A bare metal server with NVMe is different. The drive sits in a PCIe slot, directly connected. No network traversal between the CPU and the disk.

This structural difference shows up clearly in workloads with high random read IOPS, exactly what block sync produces. I ran the same chain on AWS EBS and an OVH bare metal server side by side.

The wait time gap is about 34x. The queue size tells the same story. On EBS, I/O requests pile up waiting. On bare metal, they clear almost instantly.

Can’t you just provision more IOPS on EBS?

Yes. AWS EBS gp3 goes up to 16K io/s and 1000 MB/s throughput. Provisioning beyond the baseline (3K IOPS, 125 MB/s) closes the gap.

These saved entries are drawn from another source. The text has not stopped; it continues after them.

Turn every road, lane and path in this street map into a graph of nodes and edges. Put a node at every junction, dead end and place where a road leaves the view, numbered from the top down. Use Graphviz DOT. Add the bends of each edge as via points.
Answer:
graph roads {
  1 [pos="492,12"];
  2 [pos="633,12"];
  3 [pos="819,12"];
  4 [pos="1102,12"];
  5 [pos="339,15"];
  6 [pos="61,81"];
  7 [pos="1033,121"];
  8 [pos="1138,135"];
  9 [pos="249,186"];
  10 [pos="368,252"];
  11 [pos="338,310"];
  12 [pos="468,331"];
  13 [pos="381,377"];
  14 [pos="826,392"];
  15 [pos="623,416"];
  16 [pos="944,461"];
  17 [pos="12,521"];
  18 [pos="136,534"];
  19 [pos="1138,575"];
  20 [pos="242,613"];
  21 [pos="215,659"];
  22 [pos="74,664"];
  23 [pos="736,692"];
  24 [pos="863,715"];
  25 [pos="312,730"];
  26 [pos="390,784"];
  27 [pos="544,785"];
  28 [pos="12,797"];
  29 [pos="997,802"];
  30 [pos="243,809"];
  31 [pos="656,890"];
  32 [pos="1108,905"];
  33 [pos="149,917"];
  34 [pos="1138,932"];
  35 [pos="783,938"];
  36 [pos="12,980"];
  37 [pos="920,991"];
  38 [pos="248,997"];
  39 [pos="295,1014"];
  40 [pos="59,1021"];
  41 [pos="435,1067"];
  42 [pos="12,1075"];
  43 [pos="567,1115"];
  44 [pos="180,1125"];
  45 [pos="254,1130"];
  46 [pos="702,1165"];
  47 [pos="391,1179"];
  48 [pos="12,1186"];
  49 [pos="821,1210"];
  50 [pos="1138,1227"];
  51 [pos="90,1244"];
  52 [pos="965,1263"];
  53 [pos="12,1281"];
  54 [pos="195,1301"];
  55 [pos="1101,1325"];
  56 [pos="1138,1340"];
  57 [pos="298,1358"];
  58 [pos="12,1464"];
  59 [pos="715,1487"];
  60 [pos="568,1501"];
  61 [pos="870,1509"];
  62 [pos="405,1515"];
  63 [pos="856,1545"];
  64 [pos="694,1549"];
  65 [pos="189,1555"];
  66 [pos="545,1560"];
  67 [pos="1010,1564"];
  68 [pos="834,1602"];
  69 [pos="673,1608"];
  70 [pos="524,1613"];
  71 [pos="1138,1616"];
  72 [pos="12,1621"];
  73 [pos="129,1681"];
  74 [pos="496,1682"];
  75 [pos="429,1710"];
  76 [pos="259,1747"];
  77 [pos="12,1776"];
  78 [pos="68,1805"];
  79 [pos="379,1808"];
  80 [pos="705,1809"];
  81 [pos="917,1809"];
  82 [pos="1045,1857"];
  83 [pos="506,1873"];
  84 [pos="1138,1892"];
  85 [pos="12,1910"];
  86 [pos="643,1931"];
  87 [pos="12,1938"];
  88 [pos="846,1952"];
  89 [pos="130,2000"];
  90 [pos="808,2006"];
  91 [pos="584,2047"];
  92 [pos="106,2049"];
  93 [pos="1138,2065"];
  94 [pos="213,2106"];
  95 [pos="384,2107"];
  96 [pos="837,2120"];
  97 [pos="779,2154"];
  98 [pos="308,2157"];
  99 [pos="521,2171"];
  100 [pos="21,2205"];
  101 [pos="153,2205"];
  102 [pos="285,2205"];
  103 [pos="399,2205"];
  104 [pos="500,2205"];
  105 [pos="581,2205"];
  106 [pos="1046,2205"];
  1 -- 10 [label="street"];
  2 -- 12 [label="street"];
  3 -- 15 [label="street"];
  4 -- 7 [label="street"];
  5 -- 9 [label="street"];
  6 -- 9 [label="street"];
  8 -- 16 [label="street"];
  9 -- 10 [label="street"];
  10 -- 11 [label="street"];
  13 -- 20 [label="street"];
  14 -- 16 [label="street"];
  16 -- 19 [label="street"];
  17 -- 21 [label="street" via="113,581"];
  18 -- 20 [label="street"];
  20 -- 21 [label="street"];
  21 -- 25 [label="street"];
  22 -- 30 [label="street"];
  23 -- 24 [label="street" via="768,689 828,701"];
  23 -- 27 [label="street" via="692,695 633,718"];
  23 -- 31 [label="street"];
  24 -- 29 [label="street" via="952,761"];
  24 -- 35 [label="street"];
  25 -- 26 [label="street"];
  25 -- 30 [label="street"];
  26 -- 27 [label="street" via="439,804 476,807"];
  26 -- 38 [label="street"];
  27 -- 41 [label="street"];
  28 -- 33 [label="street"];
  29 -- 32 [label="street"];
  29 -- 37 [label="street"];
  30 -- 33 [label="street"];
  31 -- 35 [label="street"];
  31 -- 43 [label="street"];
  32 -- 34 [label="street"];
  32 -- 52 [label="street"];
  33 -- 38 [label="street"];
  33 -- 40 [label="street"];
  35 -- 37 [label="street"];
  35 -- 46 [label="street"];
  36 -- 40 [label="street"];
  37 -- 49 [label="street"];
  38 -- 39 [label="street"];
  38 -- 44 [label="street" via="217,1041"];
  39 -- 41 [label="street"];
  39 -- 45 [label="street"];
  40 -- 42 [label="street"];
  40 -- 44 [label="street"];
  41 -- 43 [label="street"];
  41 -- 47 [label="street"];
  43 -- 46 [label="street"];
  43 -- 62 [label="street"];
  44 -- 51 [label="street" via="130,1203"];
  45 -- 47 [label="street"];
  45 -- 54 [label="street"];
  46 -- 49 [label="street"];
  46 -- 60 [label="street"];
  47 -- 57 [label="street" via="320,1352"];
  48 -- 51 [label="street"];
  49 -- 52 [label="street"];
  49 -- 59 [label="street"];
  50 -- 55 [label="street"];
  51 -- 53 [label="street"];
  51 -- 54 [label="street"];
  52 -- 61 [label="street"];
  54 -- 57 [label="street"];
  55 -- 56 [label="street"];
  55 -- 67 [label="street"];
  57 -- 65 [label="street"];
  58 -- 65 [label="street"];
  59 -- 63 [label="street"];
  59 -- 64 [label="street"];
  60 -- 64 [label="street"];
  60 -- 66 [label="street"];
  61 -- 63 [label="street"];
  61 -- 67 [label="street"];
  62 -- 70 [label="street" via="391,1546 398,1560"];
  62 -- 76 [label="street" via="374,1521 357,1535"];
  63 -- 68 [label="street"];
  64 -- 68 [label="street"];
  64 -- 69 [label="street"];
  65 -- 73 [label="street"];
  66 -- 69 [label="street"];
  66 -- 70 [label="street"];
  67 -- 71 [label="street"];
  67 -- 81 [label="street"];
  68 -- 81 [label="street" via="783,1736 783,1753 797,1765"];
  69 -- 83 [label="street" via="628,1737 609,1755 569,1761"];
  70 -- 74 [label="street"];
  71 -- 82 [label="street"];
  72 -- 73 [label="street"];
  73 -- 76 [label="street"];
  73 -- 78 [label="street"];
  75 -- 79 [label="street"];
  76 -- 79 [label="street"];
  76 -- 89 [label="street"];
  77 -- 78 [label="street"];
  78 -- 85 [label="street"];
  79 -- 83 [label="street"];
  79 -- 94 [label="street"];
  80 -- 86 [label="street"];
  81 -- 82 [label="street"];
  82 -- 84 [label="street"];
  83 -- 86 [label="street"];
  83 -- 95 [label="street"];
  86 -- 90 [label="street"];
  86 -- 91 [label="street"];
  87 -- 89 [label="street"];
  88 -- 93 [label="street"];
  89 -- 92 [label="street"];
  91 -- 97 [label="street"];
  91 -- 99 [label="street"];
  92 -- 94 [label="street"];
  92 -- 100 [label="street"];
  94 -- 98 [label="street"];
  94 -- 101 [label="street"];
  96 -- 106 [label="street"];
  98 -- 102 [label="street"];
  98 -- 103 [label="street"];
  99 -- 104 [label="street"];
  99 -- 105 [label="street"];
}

But the moment you go past the baseline, you pay extra. Compare the monthly cost of a high-spec EBS volume against a bare metal server and see which wins on performance per dollar. For workloads that need sustained high IOPS around the clock, the math usually doesn’t favor EBS.

The filesystem matters too

Storage choice is one variable. Filesystem is another. On Linux, the main options are EXT4 and XFS.

EXT4 works well under 1K IOPS and 200 MB/s. Block sync on most chains pushes past both thresholds. XFS handles high IOPS and parallel I/O better. For blockchain nodes, where block sync dominates the disk profile, XFS is the right choice.

Summary

If your node is slow, check the disk before anything else. Three concrete steps:

First, use bare metal NVMe over cloud-attached storage. The network hop in EBS is a structural disadvantage for random-read-heavy workloads like block sync.

Second, use XFS. It handles the IOPS and parallel I/O that block sync generates better than EXT4 does.

Third, measure your workload before changing hardware. Know which phase is slow before you pick a fix.

Upgrade the instance type last. In most cases, the answer is already in the storage layer.